While this idea of a sub-compact seems like a nightmare for shooters with bigger hands, the industry has adjusted further by including extended magazines that offer more real estate for fingers with the added bonus of boosting capacity by one to two rounds.
Smaller hands and easier concealment aren’t the only reasons single stacks are proving themselves in the carry realm.
Ammunition has also played a crucial role in the design’s resurgence in recent years. The smaller diameter of the 9mm and even .380 ACP rounds, the most commonly used chamberings in single stacks, allow gun makers to shrink the overall size of pistols. Modern ammunition technology empowered the smaller rounds to pack just as much punch as its larger .40 S&W and .45 ACP counterparts; thus enabling gun owners to utilize a viable round in the smallest package possible without sacrificing terminal effectiveness.

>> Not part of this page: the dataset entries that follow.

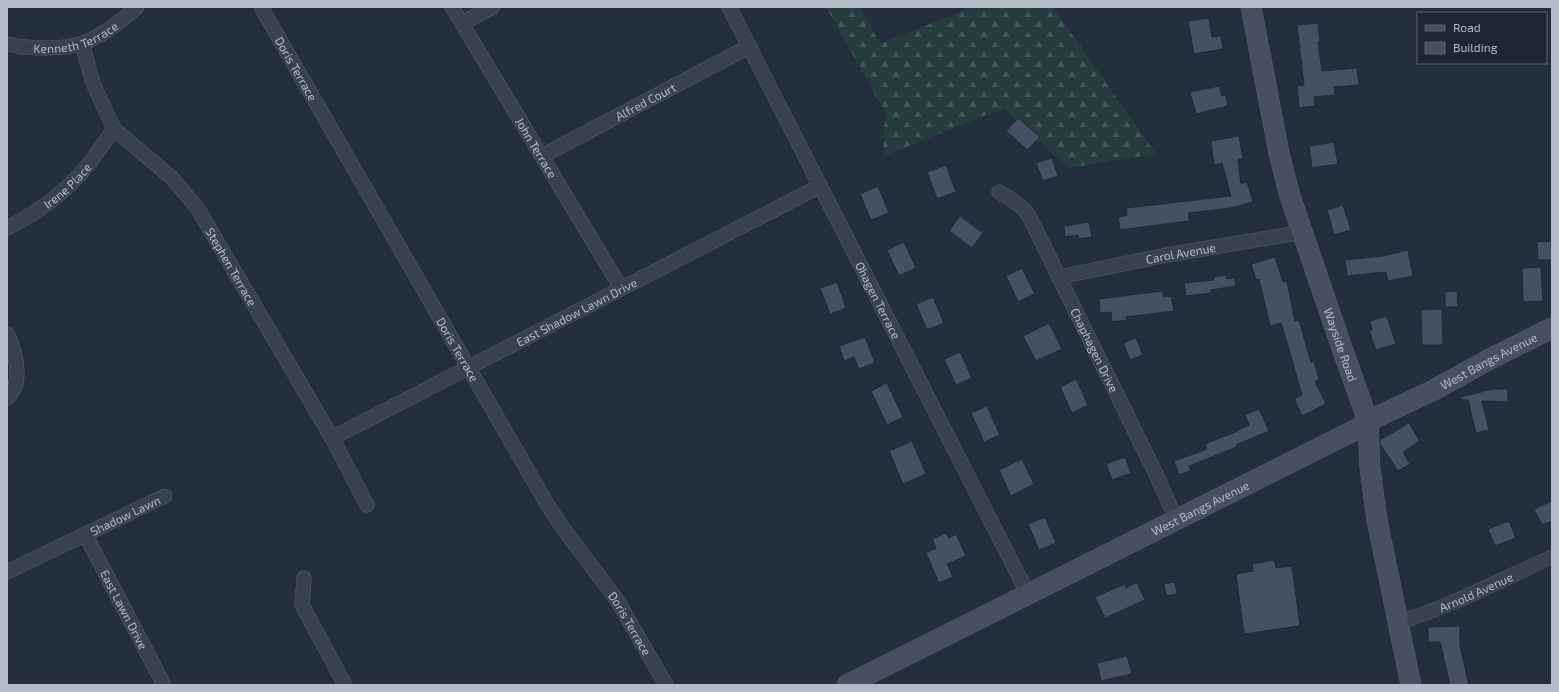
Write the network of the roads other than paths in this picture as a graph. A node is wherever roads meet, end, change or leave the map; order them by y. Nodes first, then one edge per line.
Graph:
1 (137, 7) edge
2 (262, 7) edge
3 (452, 7) edge
4 (493, 7) edge
5 (729, 7) edge
6 (1251, 7) edge
7 (462, 23) junction
8 (82, 43) junction
9 (7, 44) edge
10 (750, 46) junction
11 (114, 128) junction
12 (542, 156) junction
13 (820, 186) junction
14 (999, 192) dead end
15 (7, 228) edge
16 (1303, 232) junction
17 (1059, 277) junction
18 (621, 288) junction
19 (1552, 328) edge
20 (7, 334) edge
21 (469, 368) junction
22 (7, 398) edge
23 (1368, 421) junction
24 (332, 438) junction
25 (165, 496) dead end
26 (367, 505) dead end
27 (1176, 519) junction
28 (85, 534) junction
29 (1552, 557) edge
30 (7, 572) edge
31 (304, 578) dead end
32 (1028, 594) junction
33 (1398, 623) junction
34 (164, 685) edge
35 (345, 685) edge
36 (666, 685) edge
37 (847, 685) edge
38 (1411, 685) edge

1 - 8 street, Kenneth Terrace
2 - 21 street, Doris Terrace
3 - 7 street, John Terrace
4 - 7 street
5 - 10 street, Ohagen Terrace
6 - 16 street, Wayside Road
7 - 12 street, John Terrace
8 - 9 street, Kenneth Terrace
8 - 11 street, Stephen Terrace
10 - 12 street, Alfred Court
10 - 13 street, Ohagen Terrace
11 - 15 street, Irene Place
11 - 24 street, Stephen Terrace
12 - 18 street, John Terrace
13 - 18 street, East Shadow Lawn Drive
13 - 32 street, Ohagen Terrace
14 - 17 street, Chaphagen Drive
16 - 17 street, Carol Avenue
16 - 23 street, Wayside Road
17 - 27 street, Chaphagen Drive
18 - 21 street, East Shadow Lawn Drive
19 - 23 street, West Bangs Avenue
20 - 22 street
21 - 24 street, East Shadow Lawn Drive
21 - 36 street, Doris Terrace
23 - 27 street, West Bangs Avenue
23 - 33 street, Wayside Road
24 - 26 street, Stephen Terrace
25 - 28 street, Shadow Lawn
27 - 32 street, West Bangs Avenue
28 - 30 street, Shadow Lawn
28 - 34 street, East Lawn Drive
29 - 33 street, Arnold Avenue
31 - 35 street
32 - 37 street, West Bangs Avenue
33 - 38 street, Wayside Road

“The truth is that the capability of the rounds have improved since many of the leaders in the training community formed their opinions,” Pincus told Guns.com in March regarding 9mm ammunition versus .45 ACP. “Personally, I think 9mm is the best choice for personal defense, regardless of how big, small, strong or tough you are. This is made even more obvious with smaller guns, especially single stack carry guns.”
Despite 9mm’s reign on top, die-hard .45 ACP fans haven’t been completely abandoned. Companies continue to offer single stack 1911s packing the .45 and Smith & Wesson has even gone so far as to offer their most popular single stack pistol, the Shield, in the venerable round.
Though duty-sized, double stack, high-capacity firearms will never fully go out of style, their smaller, single stack brethren are breathing new life thanks to better technology and avid carriers pushing the need for slimmer, concealable carry guns.